RECORDS
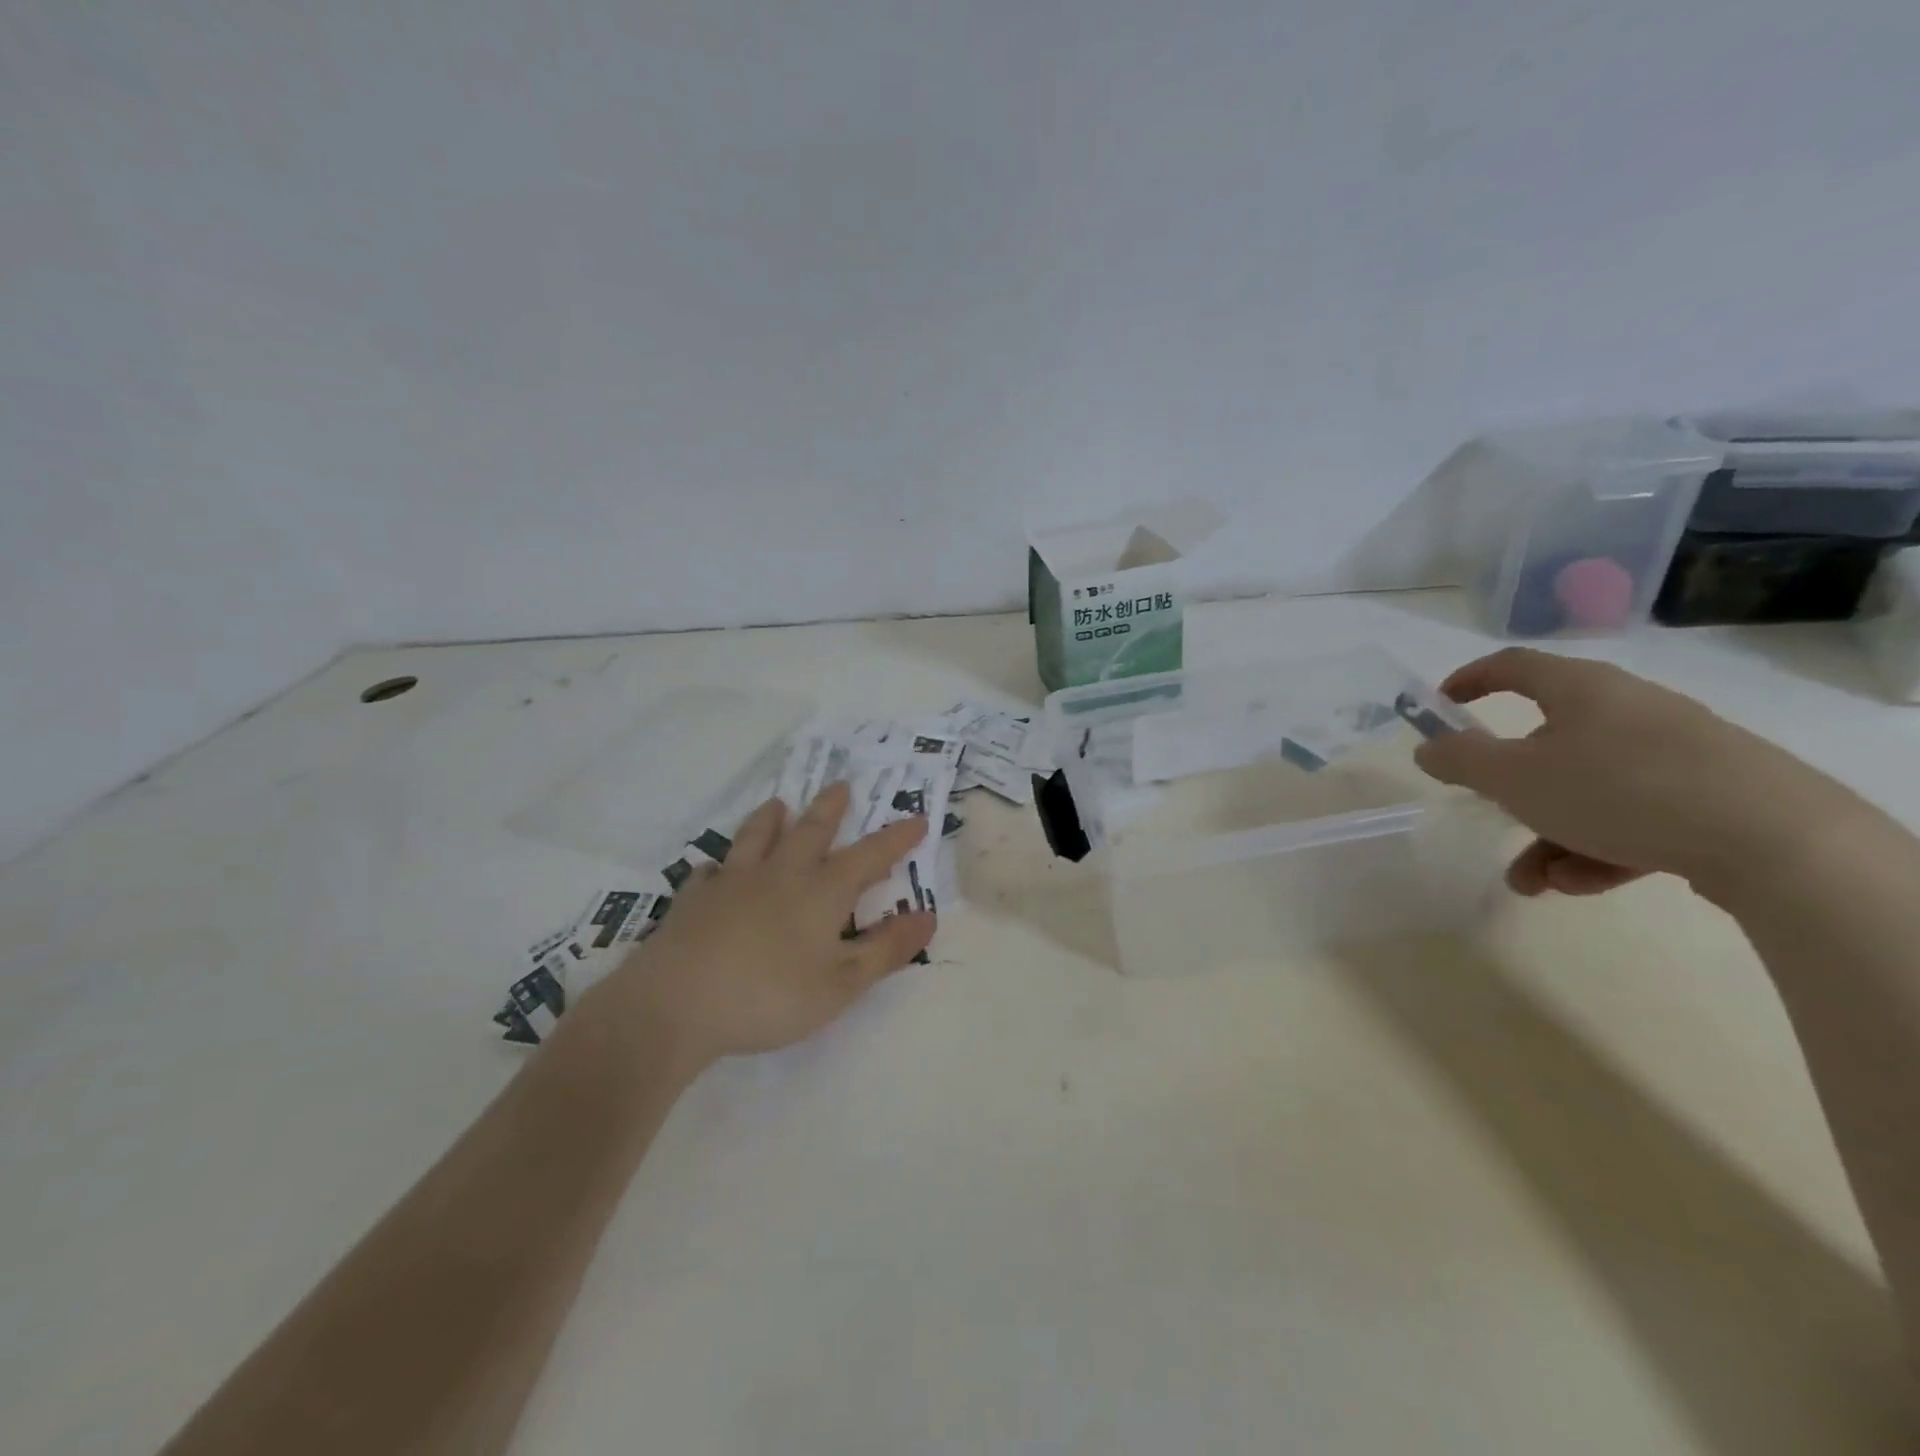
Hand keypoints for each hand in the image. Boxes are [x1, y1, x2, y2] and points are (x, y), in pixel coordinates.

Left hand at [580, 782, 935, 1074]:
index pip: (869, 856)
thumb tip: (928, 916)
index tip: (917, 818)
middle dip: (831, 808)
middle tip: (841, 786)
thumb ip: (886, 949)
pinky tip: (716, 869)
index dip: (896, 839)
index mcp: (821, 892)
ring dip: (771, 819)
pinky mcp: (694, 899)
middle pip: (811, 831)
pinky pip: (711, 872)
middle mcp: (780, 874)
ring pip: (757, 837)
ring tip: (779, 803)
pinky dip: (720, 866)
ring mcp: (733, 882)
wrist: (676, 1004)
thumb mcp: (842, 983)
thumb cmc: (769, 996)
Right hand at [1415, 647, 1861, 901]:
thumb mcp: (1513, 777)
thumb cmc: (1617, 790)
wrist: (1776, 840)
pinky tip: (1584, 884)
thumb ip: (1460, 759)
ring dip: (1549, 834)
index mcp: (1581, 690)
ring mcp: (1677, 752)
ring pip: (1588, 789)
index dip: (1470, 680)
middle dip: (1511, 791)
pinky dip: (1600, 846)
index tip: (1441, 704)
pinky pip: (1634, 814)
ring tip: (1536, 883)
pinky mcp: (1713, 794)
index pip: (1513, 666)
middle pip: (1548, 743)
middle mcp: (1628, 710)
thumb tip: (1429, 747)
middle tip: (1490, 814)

==

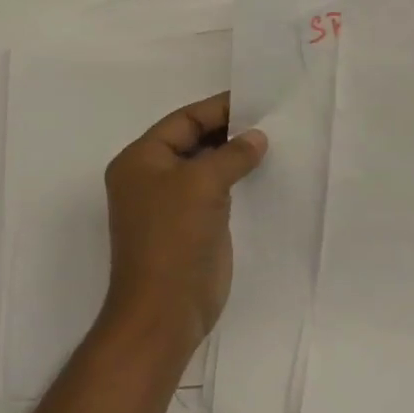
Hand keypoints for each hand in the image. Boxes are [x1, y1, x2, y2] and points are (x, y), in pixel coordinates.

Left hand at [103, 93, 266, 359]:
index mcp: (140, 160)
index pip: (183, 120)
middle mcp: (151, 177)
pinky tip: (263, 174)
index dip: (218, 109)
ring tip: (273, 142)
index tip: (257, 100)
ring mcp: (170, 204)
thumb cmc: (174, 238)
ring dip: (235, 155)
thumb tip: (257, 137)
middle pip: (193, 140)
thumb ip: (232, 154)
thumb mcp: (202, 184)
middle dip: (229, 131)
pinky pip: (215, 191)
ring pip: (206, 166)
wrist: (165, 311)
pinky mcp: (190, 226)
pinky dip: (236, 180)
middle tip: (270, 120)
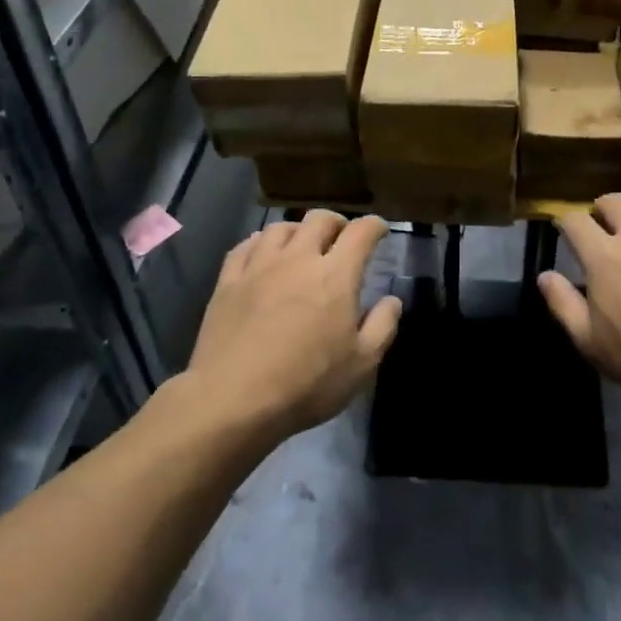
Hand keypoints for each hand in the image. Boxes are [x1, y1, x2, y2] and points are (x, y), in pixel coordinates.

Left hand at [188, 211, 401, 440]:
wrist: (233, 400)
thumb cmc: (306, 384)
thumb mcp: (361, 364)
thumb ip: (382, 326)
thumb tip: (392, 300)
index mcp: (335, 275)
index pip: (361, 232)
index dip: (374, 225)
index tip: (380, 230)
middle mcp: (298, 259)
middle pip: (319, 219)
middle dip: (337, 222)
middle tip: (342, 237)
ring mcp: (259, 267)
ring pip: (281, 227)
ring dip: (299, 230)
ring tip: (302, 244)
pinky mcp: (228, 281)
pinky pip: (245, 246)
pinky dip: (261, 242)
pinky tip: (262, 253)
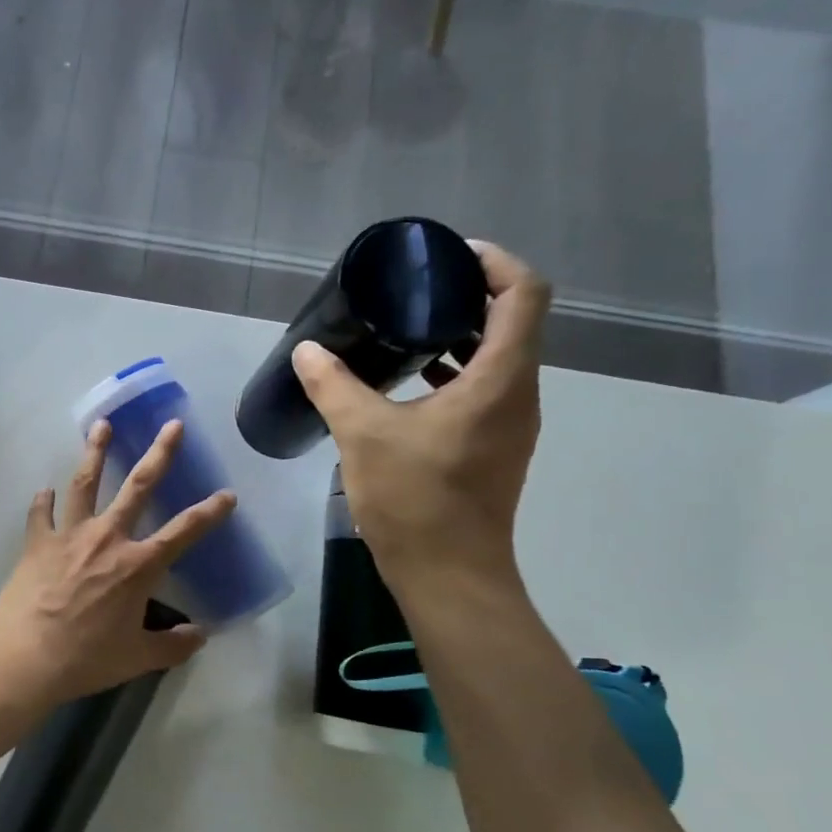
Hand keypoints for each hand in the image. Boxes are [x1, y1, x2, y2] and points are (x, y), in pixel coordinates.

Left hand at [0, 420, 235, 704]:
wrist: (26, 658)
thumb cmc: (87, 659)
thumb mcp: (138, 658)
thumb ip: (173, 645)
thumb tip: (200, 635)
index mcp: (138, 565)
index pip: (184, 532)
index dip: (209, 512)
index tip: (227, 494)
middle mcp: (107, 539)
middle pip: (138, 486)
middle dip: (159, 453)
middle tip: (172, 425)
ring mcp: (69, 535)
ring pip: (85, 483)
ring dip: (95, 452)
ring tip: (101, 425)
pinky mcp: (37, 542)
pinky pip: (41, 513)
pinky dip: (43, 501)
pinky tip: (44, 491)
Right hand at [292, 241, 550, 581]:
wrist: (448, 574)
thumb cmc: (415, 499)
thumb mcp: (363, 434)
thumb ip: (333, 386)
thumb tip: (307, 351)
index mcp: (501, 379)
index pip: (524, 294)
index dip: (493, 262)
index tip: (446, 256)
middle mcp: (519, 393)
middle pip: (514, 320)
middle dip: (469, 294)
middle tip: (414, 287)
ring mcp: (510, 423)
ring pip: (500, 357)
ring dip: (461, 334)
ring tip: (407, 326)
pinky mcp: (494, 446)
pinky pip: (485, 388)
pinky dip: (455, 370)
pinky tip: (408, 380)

* * *

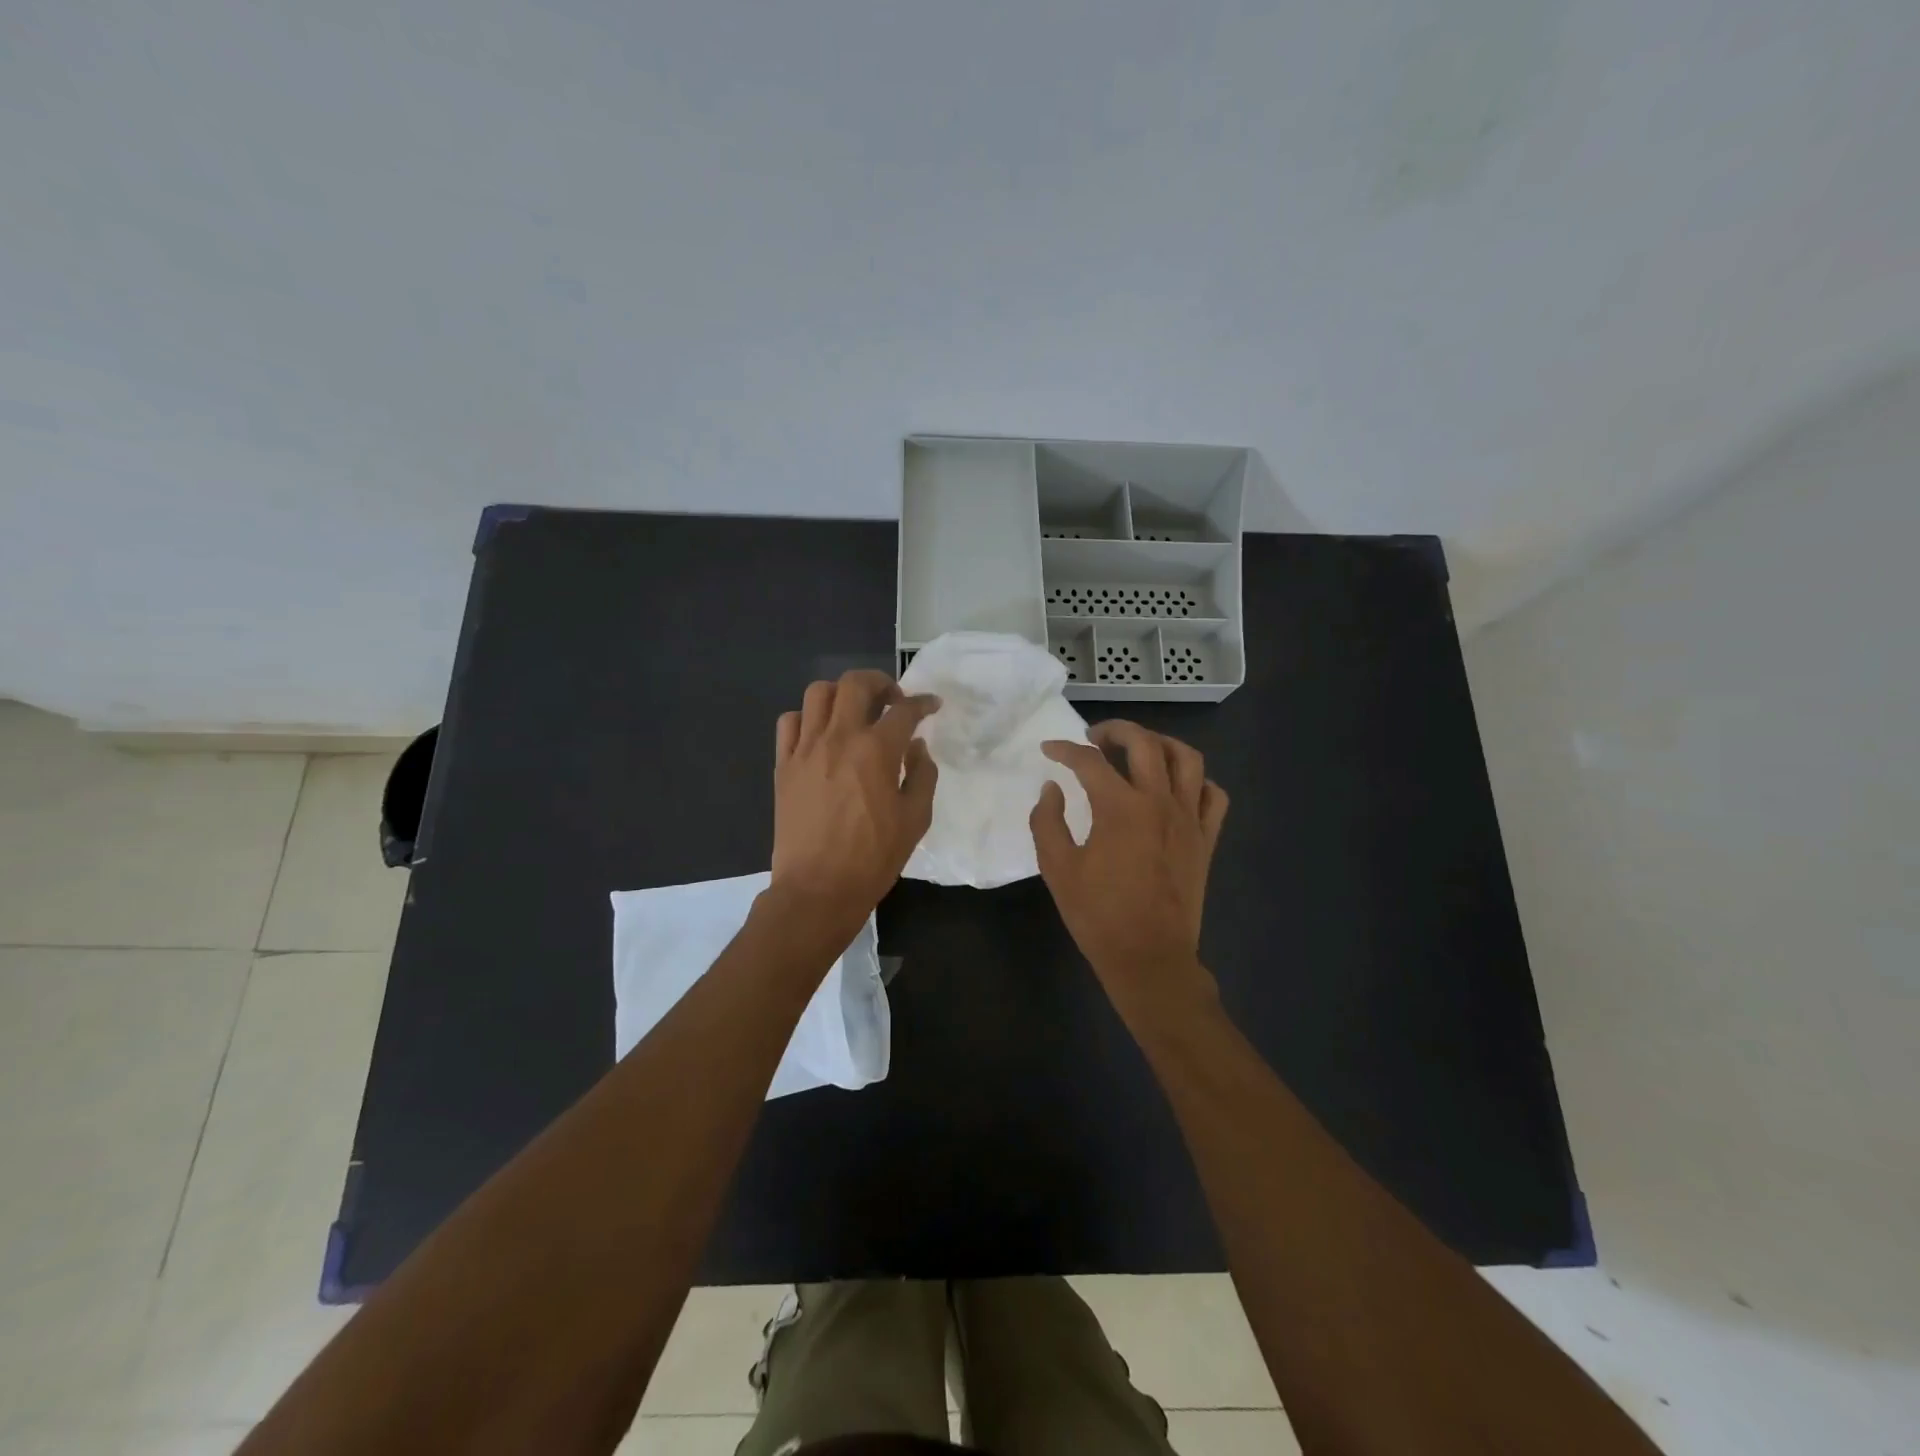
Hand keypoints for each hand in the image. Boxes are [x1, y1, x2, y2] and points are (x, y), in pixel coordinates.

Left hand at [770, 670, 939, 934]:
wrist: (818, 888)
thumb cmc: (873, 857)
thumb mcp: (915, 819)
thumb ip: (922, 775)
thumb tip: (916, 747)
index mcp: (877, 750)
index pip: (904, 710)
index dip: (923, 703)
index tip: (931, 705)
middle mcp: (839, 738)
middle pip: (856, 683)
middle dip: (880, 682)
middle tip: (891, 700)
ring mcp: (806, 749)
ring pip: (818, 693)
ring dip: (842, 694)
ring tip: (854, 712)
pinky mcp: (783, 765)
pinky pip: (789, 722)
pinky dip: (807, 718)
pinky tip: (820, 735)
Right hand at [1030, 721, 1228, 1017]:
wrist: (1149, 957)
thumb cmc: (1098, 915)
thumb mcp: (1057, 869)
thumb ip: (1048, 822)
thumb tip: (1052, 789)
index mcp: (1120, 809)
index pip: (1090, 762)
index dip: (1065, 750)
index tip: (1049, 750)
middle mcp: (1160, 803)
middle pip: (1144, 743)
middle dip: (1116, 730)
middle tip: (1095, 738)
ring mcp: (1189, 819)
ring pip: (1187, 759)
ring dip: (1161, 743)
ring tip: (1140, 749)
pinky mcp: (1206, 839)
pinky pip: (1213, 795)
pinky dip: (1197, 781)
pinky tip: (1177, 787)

AIM OF THE TASK
Once you reach the line with "pinky dip: (807, 718)" in the data above, copy it and every line after it exactly, up to and including the line with "index tip: (1049, 750)".

RESPONSE FOR THIS EXERCISE
pinky dip: (807, 718)
pinky tip: (820, 735)
Right hand at [1030, 721, 1228, 1017]:
wrist: (1149, 957)
thumb cmc: (1098, 915)
thumb mcp: (1057, 869)
thumb ip: (1048, 822)
thumb tip: (1052, 789)
index mcp: (1120, 809)
index pip: (1090, 762)
index dip: (1065, 750)
index tip: (1049, 750)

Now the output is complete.